Ciudad de Dios... bajo el agua
La fallecida Nelcy Cruz lo advirtió en vida
En Villa Vásquez, provincia Montecristi, un letrero enorme recibe al visitante con una promesa: "Bienvenidos a la Ciudad de Dios". La frase, extendida y visible, intenta definir identidad y aspiración. Pero basta que el cielo se abra para que esa bienvenida se transforme en ironía. Las calles se anegan, los hogares se aíslan y la fe, esa que el letrero invoca, se pone a prueba entre aguas estancadas.
No es un problema nuevo ni desconocido. La recordada gobernadora Nelcy Cruz lo advirtió en vida: Villa Vásquez necesita un sistema de drenaje pluvial. Lo dijo más de una vez, con la insistencia de quien conocía el terreno y escuchaba a su gente. Pero sus palabras, como el agua, terminaron disipándose sin cauce institucional.

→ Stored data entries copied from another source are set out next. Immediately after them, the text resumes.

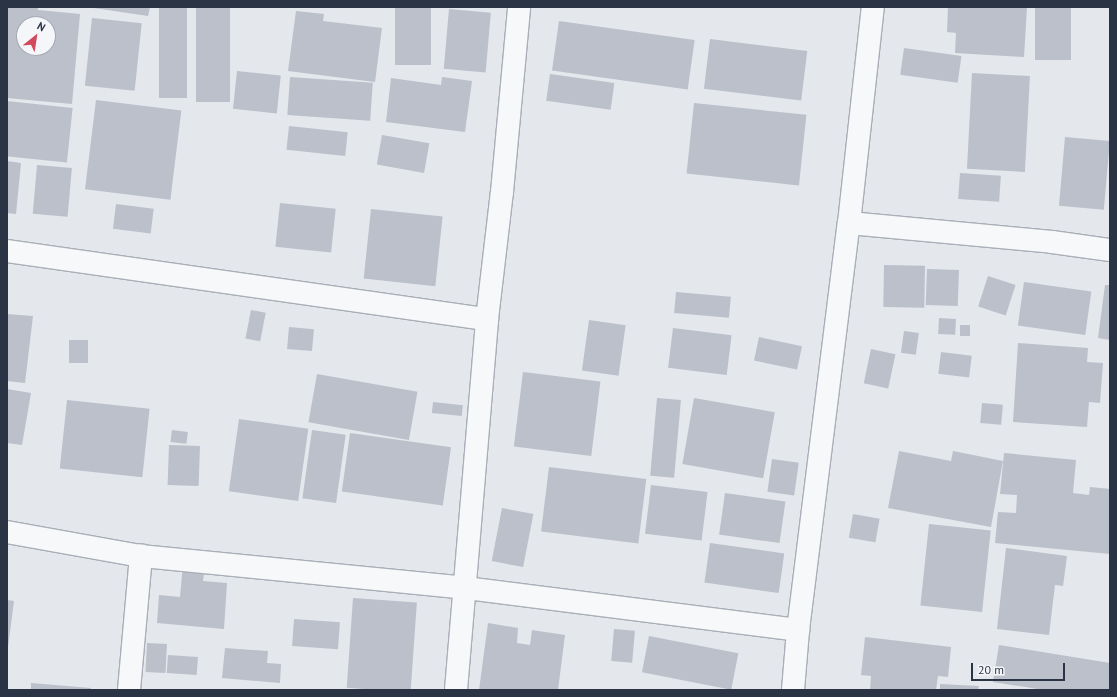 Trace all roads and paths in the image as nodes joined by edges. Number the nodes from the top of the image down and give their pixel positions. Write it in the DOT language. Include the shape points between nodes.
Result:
graph roads {
  1 [pos="519,7"];
  2 [pos="873,7"];
  3 [pos="849,223"];
  4 [pos="1110,250"];
  5 [pos="7,251"];
  6 [pos="487,319"];
  7 [pos="7,532"];
  8 [pos="141,556"];
  9 [pos="466,588"];
  10 [pos="798,630"];
  11 [pos="129,690"];
  12 [pos="456,690"];
  13 [pos="793,690"];
  1 -- 6 [label="street"];
  2 -- 3 [label="street"];
  3 -- 4 [label="street"];
  3 -- 10 [label="street"];
  5 -- 6 [label="street"];
  6 -- 9 [label="street"];
  7 -- 8 [label="street"];
  8 -- 9 [label="street"];
  8 -- 11 [label="street"];
  9 -- 10 [label="street"];
  9 -- 12 [label="street"];
  10 -- 13 [label="street"];
}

La escena se repite, con distintos matices, en el Gran Santo Domingo. Las lluvias recientes, previas incluso al inicio formal de la temporada ciclónica, han vuelto a evidenciar la fragilidad urbana. En Puerto Plata, la historia es similar: precipitaciones que desbordan lo que nunca se construyó para contenerlas.
El país parece haber normalizado que cada vaguada sea una emergencia. Y, sin embargo, el problema no está en el cielo, sino, bajo tierra. El drenaje pluvial no se inaugura con cintas ni se exhibe en campañas. Es inversión silenciosa, invisible, políticamente ingrata.
Tal vez por eso, durante décadas, se ha postergado. Porque no da votos lo que no se ve. Aunque, cuando falta, lo ve todo el mundo.